_TASK GOAL_
The response must reproduce exactly every line of the material below holding the word "than".

_PROVIDED DATA_

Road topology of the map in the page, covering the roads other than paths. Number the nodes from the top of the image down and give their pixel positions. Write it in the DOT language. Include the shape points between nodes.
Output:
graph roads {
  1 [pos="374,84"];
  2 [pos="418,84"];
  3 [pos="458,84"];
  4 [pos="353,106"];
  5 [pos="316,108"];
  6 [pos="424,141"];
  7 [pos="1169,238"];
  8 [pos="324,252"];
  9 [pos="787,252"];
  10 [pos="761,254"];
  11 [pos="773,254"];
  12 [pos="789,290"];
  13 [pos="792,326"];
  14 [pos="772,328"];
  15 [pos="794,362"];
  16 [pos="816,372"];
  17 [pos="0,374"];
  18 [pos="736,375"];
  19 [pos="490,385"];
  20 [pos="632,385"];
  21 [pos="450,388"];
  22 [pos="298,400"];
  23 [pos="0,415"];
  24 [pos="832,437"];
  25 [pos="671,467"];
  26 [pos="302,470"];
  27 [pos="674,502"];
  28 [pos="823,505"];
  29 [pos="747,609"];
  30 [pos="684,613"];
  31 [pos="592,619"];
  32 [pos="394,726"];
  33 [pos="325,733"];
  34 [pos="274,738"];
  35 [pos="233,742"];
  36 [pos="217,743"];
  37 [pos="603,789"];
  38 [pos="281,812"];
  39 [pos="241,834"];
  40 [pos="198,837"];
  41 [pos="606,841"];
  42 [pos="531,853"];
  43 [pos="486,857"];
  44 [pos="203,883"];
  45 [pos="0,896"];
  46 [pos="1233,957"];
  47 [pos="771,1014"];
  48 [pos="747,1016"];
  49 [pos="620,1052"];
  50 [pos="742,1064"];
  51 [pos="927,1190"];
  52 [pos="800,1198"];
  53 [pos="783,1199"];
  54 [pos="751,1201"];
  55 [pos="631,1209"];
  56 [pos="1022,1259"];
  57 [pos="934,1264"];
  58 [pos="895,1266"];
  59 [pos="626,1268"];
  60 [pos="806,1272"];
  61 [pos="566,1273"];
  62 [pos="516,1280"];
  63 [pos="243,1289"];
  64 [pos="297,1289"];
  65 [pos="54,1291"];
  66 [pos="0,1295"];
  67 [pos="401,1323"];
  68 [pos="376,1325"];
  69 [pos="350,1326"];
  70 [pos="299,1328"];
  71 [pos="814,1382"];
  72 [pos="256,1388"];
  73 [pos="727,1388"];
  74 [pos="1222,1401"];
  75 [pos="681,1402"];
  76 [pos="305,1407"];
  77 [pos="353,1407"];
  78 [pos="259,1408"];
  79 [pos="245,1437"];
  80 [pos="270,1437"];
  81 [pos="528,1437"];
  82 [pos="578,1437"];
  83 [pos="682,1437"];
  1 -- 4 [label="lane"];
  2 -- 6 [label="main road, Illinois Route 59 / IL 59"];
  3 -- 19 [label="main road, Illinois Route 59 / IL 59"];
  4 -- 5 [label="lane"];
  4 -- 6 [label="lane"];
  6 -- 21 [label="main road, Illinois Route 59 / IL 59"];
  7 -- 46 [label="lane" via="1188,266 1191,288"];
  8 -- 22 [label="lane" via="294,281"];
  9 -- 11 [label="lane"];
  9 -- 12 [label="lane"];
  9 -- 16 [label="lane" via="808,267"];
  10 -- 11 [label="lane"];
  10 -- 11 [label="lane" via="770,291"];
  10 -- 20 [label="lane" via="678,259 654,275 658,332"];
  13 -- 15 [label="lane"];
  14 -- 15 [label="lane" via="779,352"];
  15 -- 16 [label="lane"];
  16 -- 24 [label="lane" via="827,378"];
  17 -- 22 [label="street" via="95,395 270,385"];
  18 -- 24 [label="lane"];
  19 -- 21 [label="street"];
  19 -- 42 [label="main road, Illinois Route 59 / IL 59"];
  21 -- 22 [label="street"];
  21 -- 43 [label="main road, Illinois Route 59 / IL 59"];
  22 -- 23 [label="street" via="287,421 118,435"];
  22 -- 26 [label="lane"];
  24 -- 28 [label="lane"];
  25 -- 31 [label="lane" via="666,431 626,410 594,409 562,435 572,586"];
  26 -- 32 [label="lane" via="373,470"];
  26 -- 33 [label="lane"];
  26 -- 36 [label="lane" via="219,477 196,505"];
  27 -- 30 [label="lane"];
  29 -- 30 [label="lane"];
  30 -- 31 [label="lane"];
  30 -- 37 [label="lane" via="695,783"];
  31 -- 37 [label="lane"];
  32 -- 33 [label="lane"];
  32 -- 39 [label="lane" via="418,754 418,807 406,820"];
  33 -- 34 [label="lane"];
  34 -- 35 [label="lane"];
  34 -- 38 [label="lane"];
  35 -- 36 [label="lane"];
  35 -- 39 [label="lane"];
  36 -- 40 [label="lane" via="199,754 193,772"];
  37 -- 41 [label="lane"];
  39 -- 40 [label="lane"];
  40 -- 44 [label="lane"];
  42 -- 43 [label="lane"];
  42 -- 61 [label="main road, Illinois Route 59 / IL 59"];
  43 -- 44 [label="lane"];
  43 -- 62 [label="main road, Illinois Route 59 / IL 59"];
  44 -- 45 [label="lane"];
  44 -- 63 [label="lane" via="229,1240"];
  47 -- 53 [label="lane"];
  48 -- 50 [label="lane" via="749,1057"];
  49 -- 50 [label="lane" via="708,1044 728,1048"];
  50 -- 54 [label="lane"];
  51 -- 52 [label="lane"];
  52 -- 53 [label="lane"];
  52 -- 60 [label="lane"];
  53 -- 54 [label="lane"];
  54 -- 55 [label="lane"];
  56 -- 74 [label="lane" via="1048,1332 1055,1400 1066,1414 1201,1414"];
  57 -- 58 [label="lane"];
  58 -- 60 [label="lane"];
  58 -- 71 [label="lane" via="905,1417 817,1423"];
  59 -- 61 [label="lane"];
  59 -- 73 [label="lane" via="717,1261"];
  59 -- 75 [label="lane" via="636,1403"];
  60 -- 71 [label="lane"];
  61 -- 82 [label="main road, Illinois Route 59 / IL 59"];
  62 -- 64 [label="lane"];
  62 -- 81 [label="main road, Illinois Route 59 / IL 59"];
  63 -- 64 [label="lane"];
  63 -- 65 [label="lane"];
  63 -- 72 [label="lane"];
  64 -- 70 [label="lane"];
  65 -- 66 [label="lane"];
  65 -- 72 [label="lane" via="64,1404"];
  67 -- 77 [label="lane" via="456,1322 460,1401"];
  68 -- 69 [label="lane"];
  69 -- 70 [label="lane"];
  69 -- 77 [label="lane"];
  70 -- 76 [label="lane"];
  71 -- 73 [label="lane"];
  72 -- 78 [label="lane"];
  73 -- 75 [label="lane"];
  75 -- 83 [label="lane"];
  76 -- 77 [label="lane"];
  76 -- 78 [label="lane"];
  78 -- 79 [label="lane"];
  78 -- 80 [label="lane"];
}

...

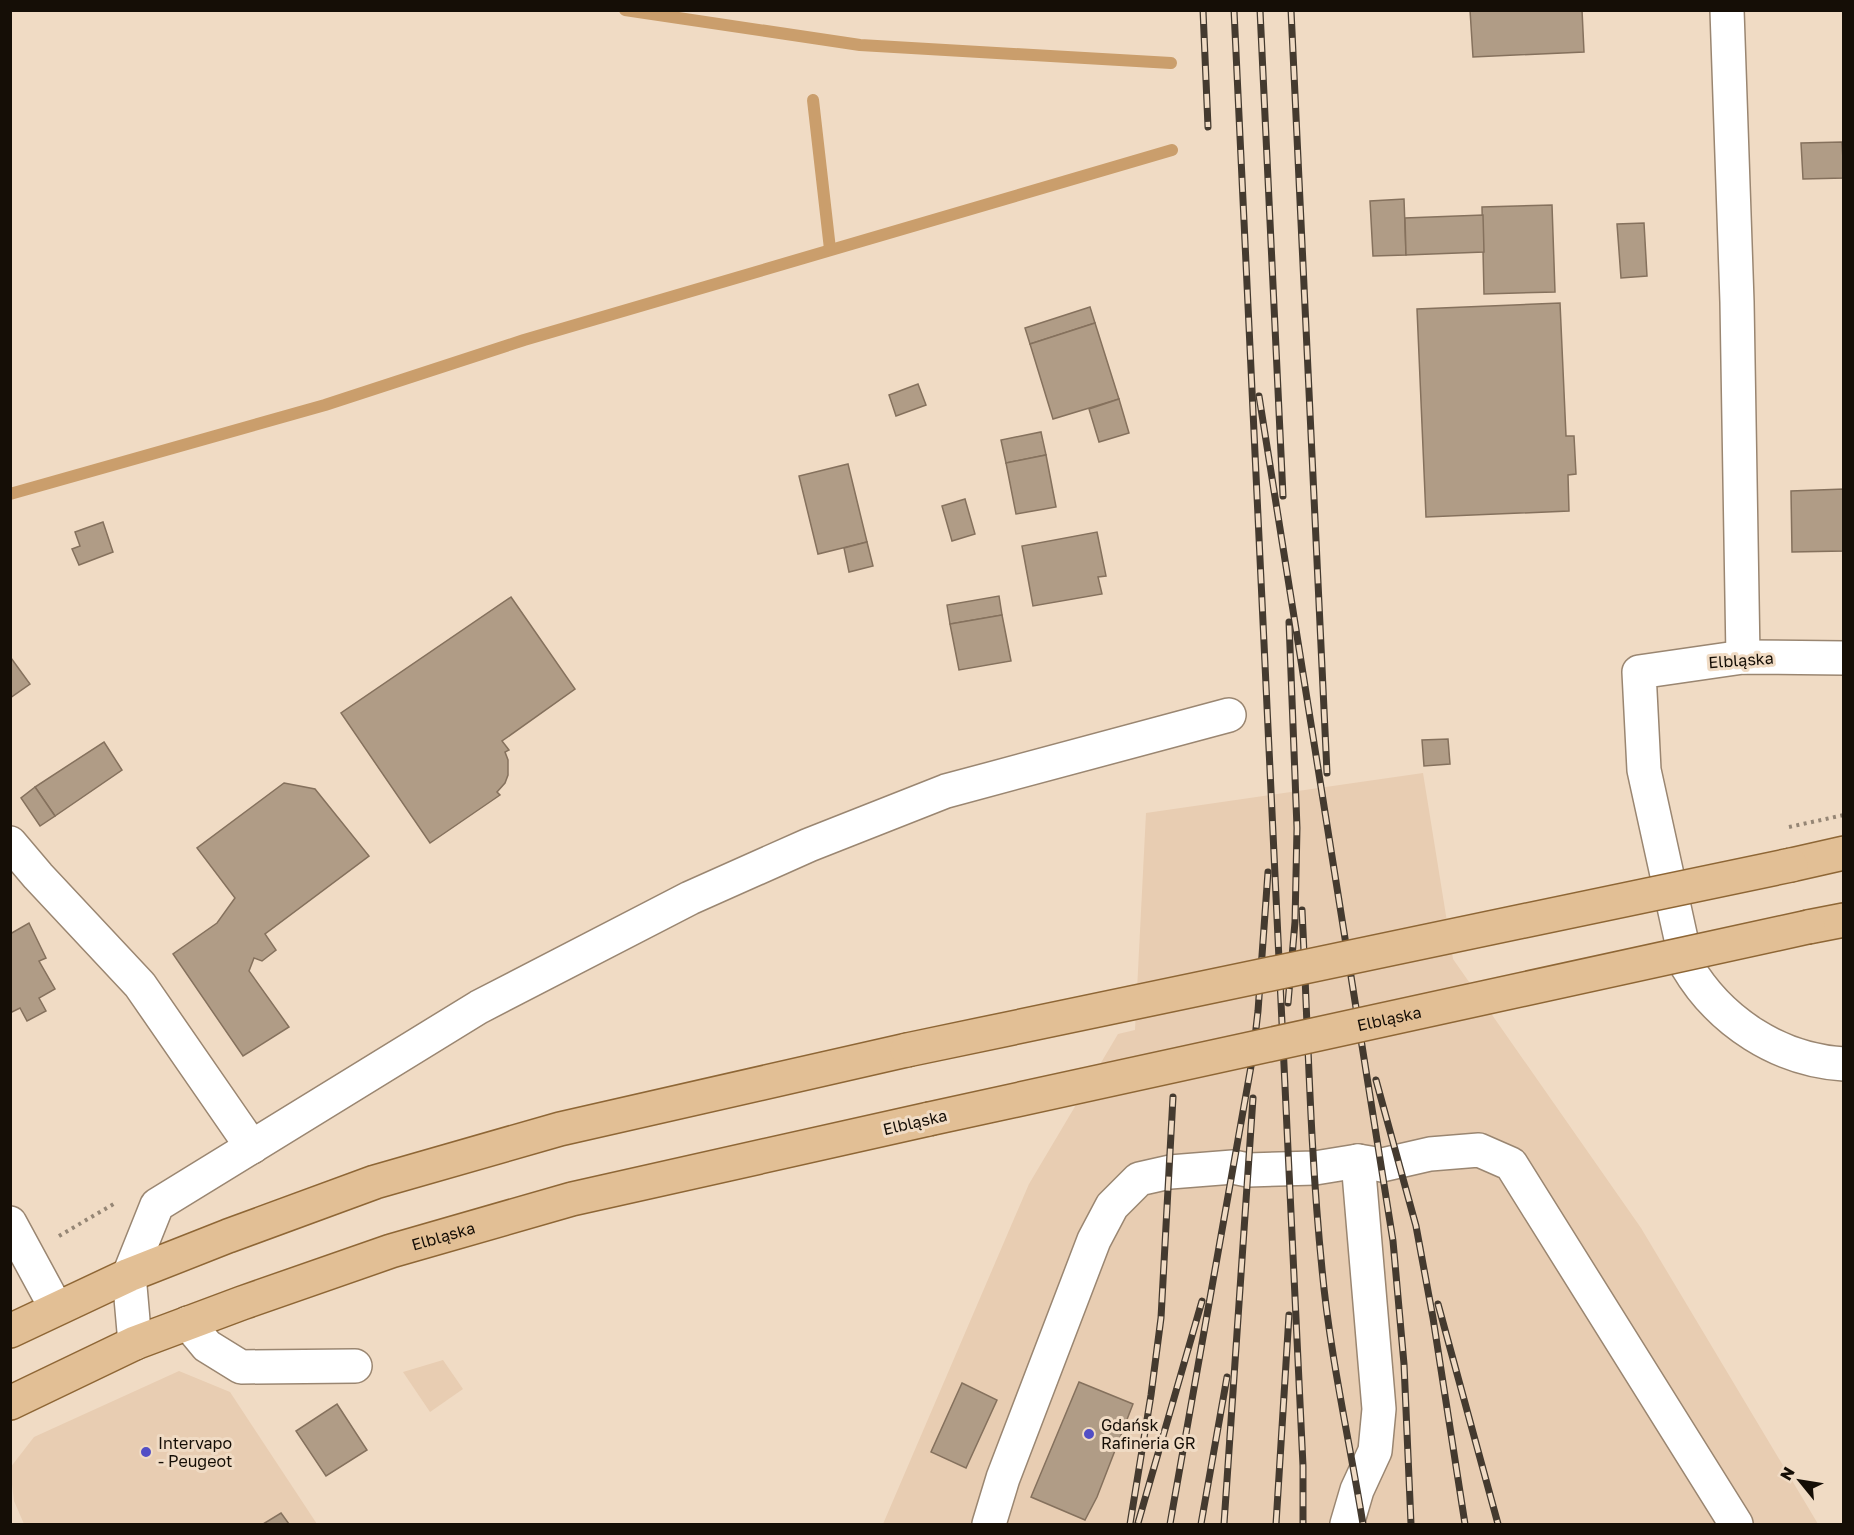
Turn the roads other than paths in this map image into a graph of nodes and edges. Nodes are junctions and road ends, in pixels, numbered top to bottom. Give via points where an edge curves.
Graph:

--

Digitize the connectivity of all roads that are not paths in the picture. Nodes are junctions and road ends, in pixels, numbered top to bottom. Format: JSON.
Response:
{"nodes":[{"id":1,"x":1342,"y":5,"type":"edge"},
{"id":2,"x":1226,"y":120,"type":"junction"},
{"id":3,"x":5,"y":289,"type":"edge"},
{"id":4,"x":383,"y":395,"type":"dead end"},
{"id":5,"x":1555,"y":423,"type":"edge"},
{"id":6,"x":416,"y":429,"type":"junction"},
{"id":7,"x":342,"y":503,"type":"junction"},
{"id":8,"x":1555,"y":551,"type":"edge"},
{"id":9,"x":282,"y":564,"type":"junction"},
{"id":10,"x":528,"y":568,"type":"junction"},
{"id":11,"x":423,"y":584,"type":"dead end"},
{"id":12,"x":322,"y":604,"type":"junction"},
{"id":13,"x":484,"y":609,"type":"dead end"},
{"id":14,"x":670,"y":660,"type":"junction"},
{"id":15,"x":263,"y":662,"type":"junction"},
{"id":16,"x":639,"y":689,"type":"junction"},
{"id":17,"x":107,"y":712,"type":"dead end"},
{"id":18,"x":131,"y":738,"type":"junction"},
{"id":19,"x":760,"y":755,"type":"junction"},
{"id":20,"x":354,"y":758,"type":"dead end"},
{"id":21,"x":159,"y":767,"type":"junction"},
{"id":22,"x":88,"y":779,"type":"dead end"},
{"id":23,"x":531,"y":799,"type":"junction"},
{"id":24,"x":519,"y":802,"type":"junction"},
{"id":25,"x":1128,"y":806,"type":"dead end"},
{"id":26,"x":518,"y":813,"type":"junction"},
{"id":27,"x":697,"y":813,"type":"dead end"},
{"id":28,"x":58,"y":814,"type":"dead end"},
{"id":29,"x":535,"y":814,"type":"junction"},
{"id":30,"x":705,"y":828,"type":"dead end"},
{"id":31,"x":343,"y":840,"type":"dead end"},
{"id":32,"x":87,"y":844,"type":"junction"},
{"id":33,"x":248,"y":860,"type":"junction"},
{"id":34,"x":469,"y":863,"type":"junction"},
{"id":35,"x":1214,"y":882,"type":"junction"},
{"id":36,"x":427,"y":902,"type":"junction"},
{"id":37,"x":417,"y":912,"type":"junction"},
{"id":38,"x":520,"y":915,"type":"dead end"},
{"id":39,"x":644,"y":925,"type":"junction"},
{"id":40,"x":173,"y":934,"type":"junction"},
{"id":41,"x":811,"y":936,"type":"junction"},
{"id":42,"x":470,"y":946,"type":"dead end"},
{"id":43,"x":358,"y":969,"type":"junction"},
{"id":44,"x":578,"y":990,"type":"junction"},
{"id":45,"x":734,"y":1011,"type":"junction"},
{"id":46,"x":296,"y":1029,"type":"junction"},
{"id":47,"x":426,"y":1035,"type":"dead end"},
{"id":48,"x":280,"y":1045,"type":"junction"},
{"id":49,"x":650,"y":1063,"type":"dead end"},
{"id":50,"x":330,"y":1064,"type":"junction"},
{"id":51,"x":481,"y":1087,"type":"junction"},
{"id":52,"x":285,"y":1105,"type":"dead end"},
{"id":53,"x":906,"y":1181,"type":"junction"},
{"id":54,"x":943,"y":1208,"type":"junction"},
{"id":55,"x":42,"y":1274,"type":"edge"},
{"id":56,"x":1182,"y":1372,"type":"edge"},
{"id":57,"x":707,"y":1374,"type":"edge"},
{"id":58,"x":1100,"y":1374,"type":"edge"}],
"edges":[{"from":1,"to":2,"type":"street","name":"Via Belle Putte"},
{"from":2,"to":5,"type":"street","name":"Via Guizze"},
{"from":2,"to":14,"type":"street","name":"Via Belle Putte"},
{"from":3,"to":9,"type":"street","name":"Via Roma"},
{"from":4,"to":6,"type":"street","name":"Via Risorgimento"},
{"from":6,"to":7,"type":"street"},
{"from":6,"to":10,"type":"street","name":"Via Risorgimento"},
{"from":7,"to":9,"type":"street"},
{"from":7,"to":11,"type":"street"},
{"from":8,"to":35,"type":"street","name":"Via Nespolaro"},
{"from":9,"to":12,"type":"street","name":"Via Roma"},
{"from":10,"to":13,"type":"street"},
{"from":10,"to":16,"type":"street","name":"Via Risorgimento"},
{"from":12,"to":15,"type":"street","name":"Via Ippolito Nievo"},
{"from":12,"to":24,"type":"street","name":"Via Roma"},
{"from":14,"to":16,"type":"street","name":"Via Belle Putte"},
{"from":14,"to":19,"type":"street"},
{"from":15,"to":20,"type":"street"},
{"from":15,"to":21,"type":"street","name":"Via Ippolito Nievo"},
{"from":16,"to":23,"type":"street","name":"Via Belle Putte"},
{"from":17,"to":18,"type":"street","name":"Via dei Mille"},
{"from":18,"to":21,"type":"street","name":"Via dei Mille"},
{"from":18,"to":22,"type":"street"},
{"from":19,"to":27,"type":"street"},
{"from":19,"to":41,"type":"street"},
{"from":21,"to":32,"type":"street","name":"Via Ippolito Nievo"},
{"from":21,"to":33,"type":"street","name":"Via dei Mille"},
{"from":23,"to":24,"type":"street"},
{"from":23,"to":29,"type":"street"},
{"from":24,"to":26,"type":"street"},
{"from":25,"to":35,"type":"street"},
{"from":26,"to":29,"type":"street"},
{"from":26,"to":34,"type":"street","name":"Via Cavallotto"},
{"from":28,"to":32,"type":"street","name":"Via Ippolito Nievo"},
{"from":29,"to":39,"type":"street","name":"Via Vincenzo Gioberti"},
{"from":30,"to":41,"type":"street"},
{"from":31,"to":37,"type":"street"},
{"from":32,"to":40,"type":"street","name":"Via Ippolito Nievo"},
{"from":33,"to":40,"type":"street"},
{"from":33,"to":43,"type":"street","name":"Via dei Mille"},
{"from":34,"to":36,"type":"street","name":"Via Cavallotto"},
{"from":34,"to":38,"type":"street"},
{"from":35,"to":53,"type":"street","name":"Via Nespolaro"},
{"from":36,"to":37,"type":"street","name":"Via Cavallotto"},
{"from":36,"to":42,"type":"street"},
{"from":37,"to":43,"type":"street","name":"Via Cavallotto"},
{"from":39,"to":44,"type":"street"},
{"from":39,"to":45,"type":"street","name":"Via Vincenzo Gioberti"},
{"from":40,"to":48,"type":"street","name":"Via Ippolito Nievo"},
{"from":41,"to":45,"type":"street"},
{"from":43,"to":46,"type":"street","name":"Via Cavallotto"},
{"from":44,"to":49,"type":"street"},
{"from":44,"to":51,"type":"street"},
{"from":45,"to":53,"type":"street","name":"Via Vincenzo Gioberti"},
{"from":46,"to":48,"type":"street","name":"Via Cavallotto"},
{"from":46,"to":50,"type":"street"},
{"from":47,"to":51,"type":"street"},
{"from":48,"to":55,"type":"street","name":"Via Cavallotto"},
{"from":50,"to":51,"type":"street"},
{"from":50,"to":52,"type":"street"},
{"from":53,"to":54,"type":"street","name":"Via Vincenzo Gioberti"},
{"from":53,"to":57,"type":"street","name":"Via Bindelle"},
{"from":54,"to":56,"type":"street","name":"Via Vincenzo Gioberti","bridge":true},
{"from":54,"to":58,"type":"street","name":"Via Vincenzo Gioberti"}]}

_TASK RESPONSE_
Road topology of the map in the page, covering the roads other than paths. Number the nodes from the top of the image down and give their pixel positions. Write it in the DOT language. Include the shape points between nodes.
Turn the roads other than paths in this map image into a graph of nodes and edges. Nodes are junctions and road ends, in pixels, numbered top to bottom. Give via points where an edge curves.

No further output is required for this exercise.